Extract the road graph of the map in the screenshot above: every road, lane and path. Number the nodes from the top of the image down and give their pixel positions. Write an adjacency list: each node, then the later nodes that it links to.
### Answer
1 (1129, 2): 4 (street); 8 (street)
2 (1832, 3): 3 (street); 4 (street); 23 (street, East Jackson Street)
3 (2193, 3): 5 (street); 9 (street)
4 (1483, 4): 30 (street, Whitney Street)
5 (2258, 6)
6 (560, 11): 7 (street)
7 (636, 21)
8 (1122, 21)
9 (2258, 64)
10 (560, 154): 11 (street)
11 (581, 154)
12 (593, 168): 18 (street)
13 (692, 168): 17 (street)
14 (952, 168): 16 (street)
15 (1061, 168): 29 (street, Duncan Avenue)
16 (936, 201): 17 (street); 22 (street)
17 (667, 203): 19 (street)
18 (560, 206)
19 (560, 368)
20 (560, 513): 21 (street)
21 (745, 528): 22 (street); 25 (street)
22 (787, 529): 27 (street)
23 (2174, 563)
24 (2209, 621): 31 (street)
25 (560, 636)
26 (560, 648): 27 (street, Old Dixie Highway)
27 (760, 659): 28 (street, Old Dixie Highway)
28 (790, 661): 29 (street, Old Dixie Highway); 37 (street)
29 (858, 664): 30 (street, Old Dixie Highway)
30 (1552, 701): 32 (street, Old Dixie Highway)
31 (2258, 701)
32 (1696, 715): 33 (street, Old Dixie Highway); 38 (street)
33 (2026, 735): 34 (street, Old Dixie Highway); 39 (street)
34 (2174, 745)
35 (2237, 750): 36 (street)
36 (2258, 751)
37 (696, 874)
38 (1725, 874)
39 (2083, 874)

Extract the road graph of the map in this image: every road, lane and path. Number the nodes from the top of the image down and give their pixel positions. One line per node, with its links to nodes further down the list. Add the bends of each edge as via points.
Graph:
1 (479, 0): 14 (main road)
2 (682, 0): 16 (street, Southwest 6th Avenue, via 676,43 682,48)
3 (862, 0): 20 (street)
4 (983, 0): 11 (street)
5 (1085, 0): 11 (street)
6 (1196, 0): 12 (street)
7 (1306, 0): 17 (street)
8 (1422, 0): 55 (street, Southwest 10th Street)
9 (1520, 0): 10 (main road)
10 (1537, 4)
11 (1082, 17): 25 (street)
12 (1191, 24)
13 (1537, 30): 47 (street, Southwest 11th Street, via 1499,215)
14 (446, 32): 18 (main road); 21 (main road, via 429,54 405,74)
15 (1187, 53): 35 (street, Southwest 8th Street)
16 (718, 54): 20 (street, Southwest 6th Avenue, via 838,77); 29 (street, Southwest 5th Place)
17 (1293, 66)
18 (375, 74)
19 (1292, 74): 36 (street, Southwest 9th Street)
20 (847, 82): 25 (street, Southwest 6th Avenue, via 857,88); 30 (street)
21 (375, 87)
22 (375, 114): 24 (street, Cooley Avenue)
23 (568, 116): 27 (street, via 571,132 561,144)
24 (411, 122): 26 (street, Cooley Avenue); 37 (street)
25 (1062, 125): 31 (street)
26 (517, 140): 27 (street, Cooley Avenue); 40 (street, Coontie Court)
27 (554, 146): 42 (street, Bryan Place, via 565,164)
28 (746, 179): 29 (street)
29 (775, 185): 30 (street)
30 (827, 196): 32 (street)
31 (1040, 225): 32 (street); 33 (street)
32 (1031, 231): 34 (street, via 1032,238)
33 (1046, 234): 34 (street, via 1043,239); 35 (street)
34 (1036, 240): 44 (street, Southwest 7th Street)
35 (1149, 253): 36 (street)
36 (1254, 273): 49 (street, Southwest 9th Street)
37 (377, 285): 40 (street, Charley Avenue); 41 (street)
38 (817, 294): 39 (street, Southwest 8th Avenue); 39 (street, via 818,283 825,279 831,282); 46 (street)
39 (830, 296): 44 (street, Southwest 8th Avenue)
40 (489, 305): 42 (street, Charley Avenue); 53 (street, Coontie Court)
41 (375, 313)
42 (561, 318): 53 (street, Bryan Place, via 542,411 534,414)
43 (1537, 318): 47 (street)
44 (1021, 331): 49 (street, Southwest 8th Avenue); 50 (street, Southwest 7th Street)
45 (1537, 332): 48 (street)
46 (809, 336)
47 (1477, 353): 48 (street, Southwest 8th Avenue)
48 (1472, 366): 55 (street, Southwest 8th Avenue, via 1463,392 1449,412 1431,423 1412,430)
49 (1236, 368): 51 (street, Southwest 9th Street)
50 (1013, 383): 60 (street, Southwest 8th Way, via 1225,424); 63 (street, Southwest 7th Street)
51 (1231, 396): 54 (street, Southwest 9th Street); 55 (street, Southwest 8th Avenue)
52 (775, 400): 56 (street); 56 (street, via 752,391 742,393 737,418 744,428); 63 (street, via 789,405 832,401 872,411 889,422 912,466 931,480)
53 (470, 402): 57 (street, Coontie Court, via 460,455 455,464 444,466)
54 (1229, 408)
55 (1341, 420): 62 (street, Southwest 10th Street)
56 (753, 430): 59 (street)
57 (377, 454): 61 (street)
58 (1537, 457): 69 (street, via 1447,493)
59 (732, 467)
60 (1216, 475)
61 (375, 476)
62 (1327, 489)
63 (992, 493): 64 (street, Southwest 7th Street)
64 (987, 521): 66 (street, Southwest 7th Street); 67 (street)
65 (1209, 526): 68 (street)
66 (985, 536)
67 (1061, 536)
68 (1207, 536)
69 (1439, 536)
☆ ☆ ☆ ☆ ☆ ☆ ☆
[TASK DETAILS] Copy every entry exactly; no part may be left out.

[RESULT]
Extract the road graph of the map in the screenshot above: every road, lane and path. Number the nodes from the top of the image down and give their pixel positions. Write an adjacency list: each node, then the later nodes that it links to.
### Answer
1 (1129, 2): 4 (street); 8 (street)
2 (1832, 3): 3 (street); 4 (street); 23 (street, East Jackson Street)
3 (2193, 3): 5 (street); 9 (street)
4 (1483, 4): 30 (street, Whitney Street)
5 (2258, 6)
6 (560, 11): 7 (street)
7 (636, 21)
8 (1122, 21)
9 (2258, 64)
10 (560, 154): 11 (street)
11 (581, 154)
12 (593, 168): 18 (street)
13 (692, 168): 17 (street)
14 (952, 168): 16 (street)
15 (1061, 168): 29 (street, Duncan Avenue)
16 (936, 201): 17 (street); 22 (street)
17 (667, 203): 19 (street)
18 (560, 206)
19 (560, 368)
20 (560, 513): 21 (street)
21 (745, 528): 22 (street); 25 (street)
22 (787, 529): 27 (street)
23 (2174, 563)
24 (2209, 621): 31 (street)
25 (560, 636)
26 (560, 648): 27 (street, Old Dixie Highway)
27 (760, 659): 28 (street, Old Dixie Highway)
28 (790, 661): 29 (street, Old Dixie Highway); 37 (street)
29 (858, 664): 30 (street, Old Dixie Highway)
30 (1552, 701): 32 (street, Old Dixie Highway)
31 (2258, 701)
32 (1696, 715): 33 (street, Old Dixie Highway); 38 (street)
33 (2026, 735): 34 (street, Old Dixie Highway); 39 (street)
34 (2174, 745)
35 (2237, 750): 36 (street)
36 (2258, 751)
37 (696, 874)
38 (1725, 874)
39 (2083, 874)

Extract the road graph of the map in this image: every road, lane and path. Number the nodes from the top of the image down and give their pixel positions. One line per node, with its links to nodes further down the list. Add the bends of each edge as via points.
Graph:
1 (479, 0): 14 (main road)
2 (682, 0): 16 (street, Southwest 6th Avenue, via 676,43 682,48)
3 (862, 0): 20 (street)
4 (983, 0): 11 (street)
5 (1085, 0): 11 (street)
6 (1196, 0): 12 (street)
7 (1306, 0): 17 (street)
8 (1422, 0): 55 (street, Southwest 10th Street)
9 (1520, 0): 10 (main road)
10 (1537, 4)
11 (1082, 17): 25 (street)
12 (1191, 24)
13 (1537, 30): 47 (street, Southwest 11th Street, via 1499,215)
14 (446, 32): 18 (main road); 21 (main road, via 429,54 405,74)
15 (1187, 53): 35 (street, Southwest 8th Street)
16 (718, 54): 20 (street, Southwest 6th Avenue, via 838,77); 29 (street, Southwest 5th Place)
17 (1293, 66)
18 (375, 74)
19 (1292, 74): 36 (street, Southwest 9th Street)
20 (847, 82): 25 (street, Southwest 6th Avenue, via 857,88); 30 (street)
21 (375, 87)
22 (375, 114): 24 (street, Cooley Avenue)
23 (568, 116): 27 (street, via 571,132 561,144)
24 (411, 122): 26 (street, Cooley Avenue); 37 (street)
25 (1062, 125): 31 (street)
26 (517, 140): 27 (street, Cooley Avenue); 40 (street, Coontie Court)
27 (554, 146): 42 (street, Bryan Place, via 565,164)
28 (746, 179): 29 (street)
29 (775, 185): 30 (street)
30 (827, 196): 32 (street)
31 (1040, 225): 32 (street); 33 (street)
32 (1031, 231): 34 (street, via 1032,238)
33 (1046, 234): 34 (street, via 1043,239); 35 (street)
34 (1036, 240): 44 (street, Southwest 7th Street)
35 (1149, 253): 36 (street)
36 (1254, 273): 49 (street, Southwest 9th Street)
37 (377, 285): 40 (street, Charley Avenue); 41 (street)
38 (817, 294): 39 (street, Southwest 8th Avenue); 39 (street, via 818,283 825,279 831,282); 46 (street)
39 (830, 296): 44 (street, Southwest 8th Avenue)
40 (489, 305): 42 (street, Charley Avenue); 53 (street, Coontie Court)
41 (375, 313)
42 (561, 318): 53 (street, Bryan Place, via 542,411 534,414)
43 (1537, 318): 47 (street)
44 (1021, 331): 49 (street, Southwest 8th Avenue); 50 (street, Southwest 7th Street)
45 (1537, 332): 48 (street)
46 (809, 336)
47 (1477, 353): 48 (street, Southwest 8th Avenue)
48 (1472, 366): 55 (street, Southwest 8th Avenue, via 1463,392 1449,412 1431,423 1412,430)
49 (1236, 368): 51 (street, Southwest 9th Street)
50 (1013, 383): 60 (street, Southwest 8th Way, via 1225,424); 63 (street, Southwest 7th Street)
51 (1231, 396): 54 (street, Southwest 9th Street); 55 (street, Southwest 8th Avenue)
52 (775, 400): 56 (street); 56 (street, via 752,391 742,393 737,418 744,428); 63 (street, via 789,405 832,401 872,411 889,422 912,466 931,480)
53 (470, 402): 57 (street, Coontie Court, via 460,455 455,464 444,466)
54 (1229, 408)
55 (1341, 420): 62 (street, Southwest 10th Street)
56 (753, 430): 59 (street)
57 (377, 454): 61 (street)
58 (1537, 457): 69 (street, via 1447,493)
59 (732, 467)
60 (1216, 475)
61 (375, 476)
62 (1327, 489)
63 (992, 493): 64 (street, Southwest 7th Street)
64 (987, 521): 66 (street, Southwest 7th Street); 67 (street)
65 (1209, 526): 68 (street)
66 (985, 536)
67 (1061, 536)
68 (1207, 536)
69 (1439, 536)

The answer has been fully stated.